La communion à genoux est pourtant souvent enfermée dans un débat idéologique opposant « tradition » et « modernité ». Or le cœur de la question est ailleurs. S’agenouiller n’est pas un marqueur identitaire, mais un langage du corps profondément enraciné dans la foi chrétienne. Dans l’Écriture, la flexion du genou est le geste par excellence de l’adoration. Saint Paul l’affirme sans ambiguïté : « Afin qu’au nom de Jésus tout genou fléchisse, au ciel, sur la terre et sous la terre » (Ph 2,10). Ce geste n’exprime pas une préférence esthétique, mais la reconnaissance de la seigneurie divine du Christ.Le corps ne ment pas. Il enseigne silencieusement ce que l’âme croit. S’agenouiller devant l’Eucharistie, c’est confesser que Celui que l’on reçoit n’est pas un égal, mais Dieu Lui-même.
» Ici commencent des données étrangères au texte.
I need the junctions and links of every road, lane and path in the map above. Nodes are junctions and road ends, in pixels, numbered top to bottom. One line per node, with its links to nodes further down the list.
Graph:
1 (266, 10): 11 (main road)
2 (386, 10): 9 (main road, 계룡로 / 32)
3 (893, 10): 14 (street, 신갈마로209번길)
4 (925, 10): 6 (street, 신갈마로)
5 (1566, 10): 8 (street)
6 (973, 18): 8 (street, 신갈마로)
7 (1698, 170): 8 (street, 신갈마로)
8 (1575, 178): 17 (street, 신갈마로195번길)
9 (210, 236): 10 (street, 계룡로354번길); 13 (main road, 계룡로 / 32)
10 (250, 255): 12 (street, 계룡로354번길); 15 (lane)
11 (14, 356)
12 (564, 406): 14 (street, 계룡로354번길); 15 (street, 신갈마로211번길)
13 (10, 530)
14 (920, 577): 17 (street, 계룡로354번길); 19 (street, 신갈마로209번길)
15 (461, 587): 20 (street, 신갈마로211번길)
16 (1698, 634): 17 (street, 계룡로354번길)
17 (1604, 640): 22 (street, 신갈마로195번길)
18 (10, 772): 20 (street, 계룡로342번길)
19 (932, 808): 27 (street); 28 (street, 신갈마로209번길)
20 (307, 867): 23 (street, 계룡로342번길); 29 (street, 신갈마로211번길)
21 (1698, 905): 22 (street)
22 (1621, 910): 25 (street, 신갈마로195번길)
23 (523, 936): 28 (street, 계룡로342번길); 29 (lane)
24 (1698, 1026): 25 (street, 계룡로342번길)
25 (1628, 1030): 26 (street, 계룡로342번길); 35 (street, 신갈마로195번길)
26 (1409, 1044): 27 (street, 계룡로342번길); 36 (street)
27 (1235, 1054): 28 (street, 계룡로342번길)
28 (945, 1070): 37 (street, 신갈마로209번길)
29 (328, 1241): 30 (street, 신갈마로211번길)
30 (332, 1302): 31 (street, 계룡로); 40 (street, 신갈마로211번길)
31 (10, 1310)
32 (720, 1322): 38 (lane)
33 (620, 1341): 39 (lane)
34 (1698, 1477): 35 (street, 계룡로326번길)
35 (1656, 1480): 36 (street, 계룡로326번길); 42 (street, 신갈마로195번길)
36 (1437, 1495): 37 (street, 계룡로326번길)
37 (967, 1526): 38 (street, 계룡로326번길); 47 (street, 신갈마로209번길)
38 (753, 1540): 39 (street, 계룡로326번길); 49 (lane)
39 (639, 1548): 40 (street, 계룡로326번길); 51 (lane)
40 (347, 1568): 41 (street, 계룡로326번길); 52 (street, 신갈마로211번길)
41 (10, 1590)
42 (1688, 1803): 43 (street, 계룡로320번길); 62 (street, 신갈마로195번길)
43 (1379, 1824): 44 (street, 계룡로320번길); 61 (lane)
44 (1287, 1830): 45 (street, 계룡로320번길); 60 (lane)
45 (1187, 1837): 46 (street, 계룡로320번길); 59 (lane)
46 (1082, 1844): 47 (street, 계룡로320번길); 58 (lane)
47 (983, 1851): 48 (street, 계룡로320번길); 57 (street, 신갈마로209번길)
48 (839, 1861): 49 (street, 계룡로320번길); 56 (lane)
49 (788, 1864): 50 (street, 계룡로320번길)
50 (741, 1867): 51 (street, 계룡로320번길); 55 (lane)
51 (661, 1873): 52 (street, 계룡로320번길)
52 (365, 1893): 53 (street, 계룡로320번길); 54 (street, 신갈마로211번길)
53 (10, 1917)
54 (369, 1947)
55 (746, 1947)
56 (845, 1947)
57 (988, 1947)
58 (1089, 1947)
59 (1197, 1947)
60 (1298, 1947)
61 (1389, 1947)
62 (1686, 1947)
À l’inverse, la posture debout est, dans toutes les cultures humaines, celle de l’échange entre personnes de même rang.
Lire aussi
Pendant des siècles, et jusqu’à une période récente de l’histoire de l’Église, les fidèles recevaient le Saint-Sacrement à genoux et sur la langue, des mains d’un prêtre dont les mains avaient été consacrées pour toucher l’Eucharistie. Cette pratique n’était ni archaïque ni marginale. Elle constituait une catéchèse vivante sur la présence réelle du Christ.Le liturgiste Peter Kwasniewski rappelle d’ailleurs que « même selon les règles qui régissent le Novus Ordo, il n’existe absolument aucune base permettant à un évêque de s’opposer à l’utilisation ou à la construction de bancs de communion dans les églises ». Il souligne que ces bancs « ont un fondement dans les dimensions historiques et théologiques de la messe » et qu’ils peuvent légitimement être utilisés et même encouragés.Fait notable, l’évêque Martin reconnaît lui-même que certaines pratiques liturgiques peuvent conférer une « plus grande révérence » à la messe. Dans sa lettre pastorale, il cite « la musique, les ornements liturgiques » et « l’usage de l’encens », évoquant le « principe de la solennité progressive ». Pourquoi, dès lors, la posture du corps, qui engage l’homme tout entier, serait-elle exclue de cette logique de révérence ?
Une étude récente a confirmé que les pratiques liturgiques traditionnelles liées à l’Eucharistie, y compris la manière dont elle est reçue, renforcent la foi en la présence réelle du Christ. Sa responsable, Natalie Lindemann, va jusqu’à recommander la réinstallation des bancs de communion et l’usage d’agenouilloirs pour raviver cette foi eucharistique.Dans le diocèse de Charlotte lui-même, The Liturgy Guy a relevé un autre fait significatif : « 75 % des séminaristes actuels proviennent de paroisses où l’usage des bancs de communion ou des agenouilloirs était la norme ». Un lien est ainsi suggéré entre la révérence eucharistique visible et la fécondité vocationnelle.
Notons que la question de la communion à genoux n’est pas celle d’un combat liturgique entre sensibilités. Elle touche à quelque chose de plus fondamental : l’humilité de la créature devant son Créateur. S’agenouiller n’est pas un acte de revendication. C’est un aveu silencieux, l’aveu que tout est reçu, que l’homme ne se tient pas face à Dieu comme face à un égal, mais qu’il s’abaisse librement devant Celui qui s’abaisse Lui-même dans l’Eucharistie.En faisant disparaître les signes visibles de cette humilité, le risque n’est pas seulement de modifier une pratique. Il est d’appauvrir la transmission de la foi, car ce que le corps ne dit plus, l’âme finit souvent par ne plus le croire.